Content starts
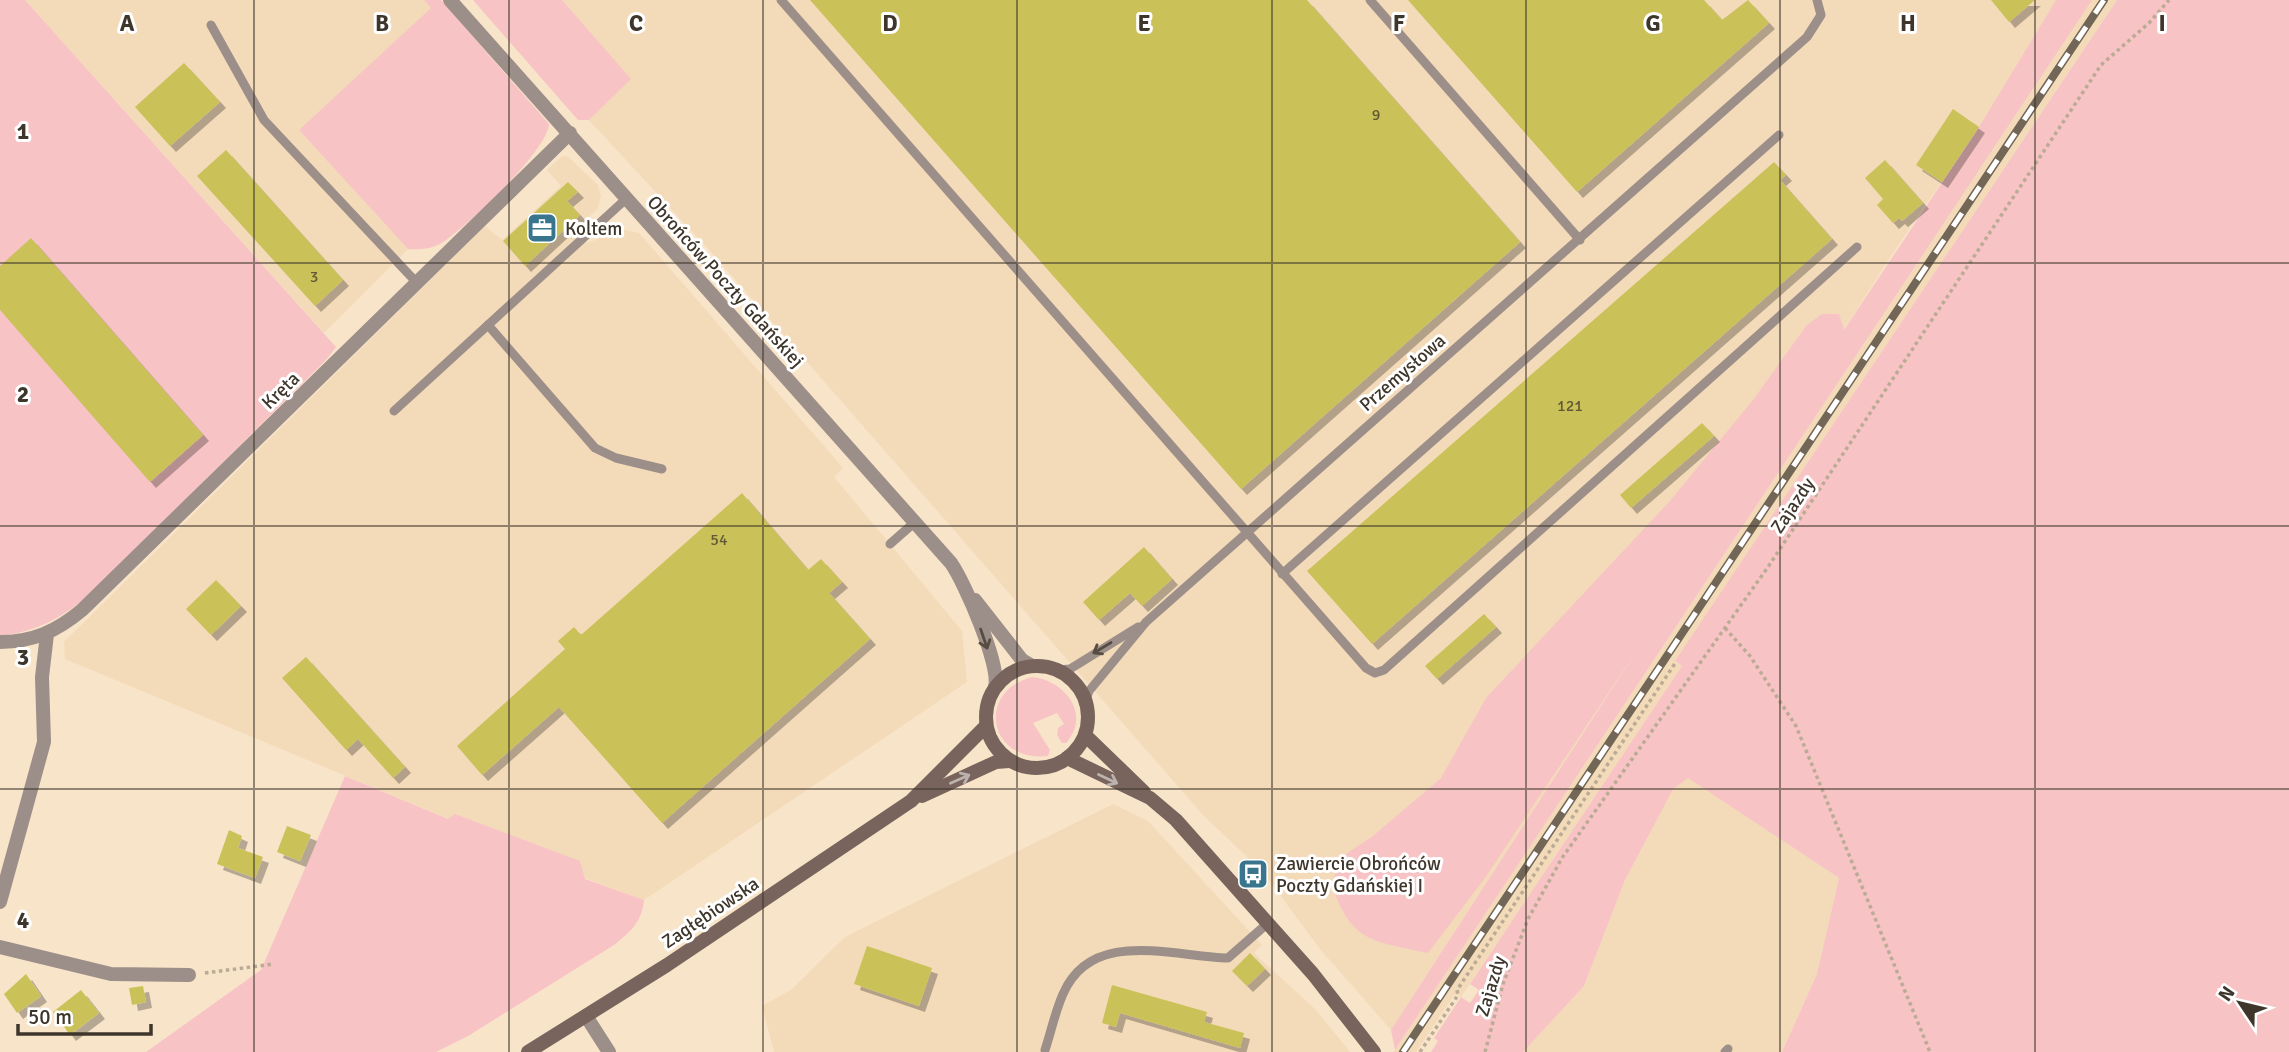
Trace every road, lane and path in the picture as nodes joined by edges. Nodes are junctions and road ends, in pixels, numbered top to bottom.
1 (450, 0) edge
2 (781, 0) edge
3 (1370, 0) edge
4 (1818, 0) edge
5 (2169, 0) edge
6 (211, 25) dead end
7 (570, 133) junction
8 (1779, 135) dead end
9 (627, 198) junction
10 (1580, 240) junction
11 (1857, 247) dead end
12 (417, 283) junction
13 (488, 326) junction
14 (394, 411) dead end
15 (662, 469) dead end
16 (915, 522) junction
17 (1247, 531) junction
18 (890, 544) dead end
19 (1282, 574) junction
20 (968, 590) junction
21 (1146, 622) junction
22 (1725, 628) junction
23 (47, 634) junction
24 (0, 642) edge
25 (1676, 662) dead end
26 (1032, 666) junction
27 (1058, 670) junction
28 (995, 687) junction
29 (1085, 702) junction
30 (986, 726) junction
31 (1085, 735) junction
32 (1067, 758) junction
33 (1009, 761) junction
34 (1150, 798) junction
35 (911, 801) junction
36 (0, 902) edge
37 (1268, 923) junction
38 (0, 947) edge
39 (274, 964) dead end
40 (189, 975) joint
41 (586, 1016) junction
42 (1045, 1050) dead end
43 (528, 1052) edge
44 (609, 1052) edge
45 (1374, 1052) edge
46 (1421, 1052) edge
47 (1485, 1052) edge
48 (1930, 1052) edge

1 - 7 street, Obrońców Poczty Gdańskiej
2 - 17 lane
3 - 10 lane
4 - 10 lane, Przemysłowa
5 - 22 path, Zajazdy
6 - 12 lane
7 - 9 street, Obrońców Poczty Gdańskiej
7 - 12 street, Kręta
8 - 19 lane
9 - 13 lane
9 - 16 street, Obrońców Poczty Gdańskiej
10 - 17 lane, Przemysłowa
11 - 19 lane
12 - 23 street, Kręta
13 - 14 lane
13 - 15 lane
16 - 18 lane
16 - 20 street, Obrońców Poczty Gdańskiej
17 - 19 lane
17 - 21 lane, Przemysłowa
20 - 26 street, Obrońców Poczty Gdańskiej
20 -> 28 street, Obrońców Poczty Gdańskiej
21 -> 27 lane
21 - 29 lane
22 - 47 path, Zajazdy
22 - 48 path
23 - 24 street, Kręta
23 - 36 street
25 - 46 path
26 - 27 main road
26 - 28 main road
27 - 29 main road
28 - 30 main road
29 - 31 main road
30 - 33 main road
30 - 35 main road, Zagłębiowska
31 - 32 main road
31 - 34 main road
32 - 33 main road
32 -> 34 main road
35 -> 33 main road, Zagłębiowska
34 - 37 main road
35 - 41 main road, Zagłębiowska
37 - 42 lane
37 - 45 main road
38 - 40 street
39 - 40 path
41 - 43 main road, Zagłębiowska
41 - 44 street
Content ends
An exact copy of the records above is needed, free of pictures.

RESPONSE TO THE TASK
Trace every road, lane and path in the picture as nodes joined by edges. Nodes are junctions and road ends, in pixels, numbered top to bottom.
1 (450, 0) edge
2 (781, 0) edge
3 (1370, 0) edge
4 (1818, 0) edge
5 (2169, 0) edge
6 (211, 25) dead end
7 (570, 133) junction
8 (1779, 135) dead end
9 (627, 198) junction
10 (1580, 240) junction
11 (1857, 247) dead end
12 (417, 283) junction
13 (488, 326) junction
14 (394, 411) dead end
15 (662, 469) dead end
16 (915, 522) junction
17 (1247, 531) junction
18 (890, 544) dead end
19 (1282, 574) junction
20 (968, 590) junction
21 (1146, 622) junction
22 (1725, 628) junction
23 (47, 634) junction
24 (0, 642) edge
25 (1676, 662) dead end
26 (1032, 666) junction
27 (1058, 670) junction
28 (995, 687) junction
29 (1085, 702) junction
30 (986, 726) junction
31 (1085, 735) junction
32 (1067, 758) junction
33 (1009, 761) junction
34 (1150, 798) junction
35 (911, 801) junction
36 (0, 902) edge
37 (1268, 923) junction
38 (0, 947) edge
39 (274, 964) dead end
40 (189, 975) joint
41 (586, 1016) junction
42 (1045, 1050) dead end
43 (528, 1052) edge
44 (609, 1052) edge
45 (1374, 1052) edge
46 (1421, 1052) edge
47 (1485, 1052) edge
48 (1930, 1052) edge

1 - 7 street, Obrońców Poczty Gdańskiej
2 - 17 lane
3 - 10 lane
4 - 10 lane, Przemysłowa
5 - 22 path, Zajazdy
6 - 12 lane
7 - 9 street, Obrońców Poczty Gdańskiej
7 - 12 street, Kręta
8 - 19 lane
9 - 13 lane
9 - 16 street, Obrońców Poczty Gdańskiej
10 - 17 lane, Przemysłowa
11 - 19 lane
12 - 23 street, Kręta
13 - 14 lane
13 - 15 lane
16 - 18 lane
16 - 20 street, Obrońców Poczty Gdańskiej
17 - 19 lane
17 - 21 lane, Przemysłowa
20 - 26 street, Obrońców Poczty Gdańskiej
20 -> 28 street, Obrońców Poczty Gdańskiej
21 -> 27 lane
21 - 29 lane
22 - 47 path, Zajazdy
22 - 48 path
23 - 24 street, Kręta
23 - 36 street
25 - 46 path
26 - 27 main road
26 - 28 main road
27 - 29 main road
28 - 30 main road
29 - 31 main road
30 - 33 main road
30 - 35 main road, Zagłębiowska
31 - 32 main road
31 - 34 main road
32 - 33 main road
32 -> 34 main road
35 -> 33 main road, Zagłębiowska
34 - 37 main road
35 - 41 main road, Zagłębiowska
37 - 42 lane
37 - 45 main road
38 - 40 street
39 - 40 path
41 - 43 main road, Zagłębiowska
41 - 44 street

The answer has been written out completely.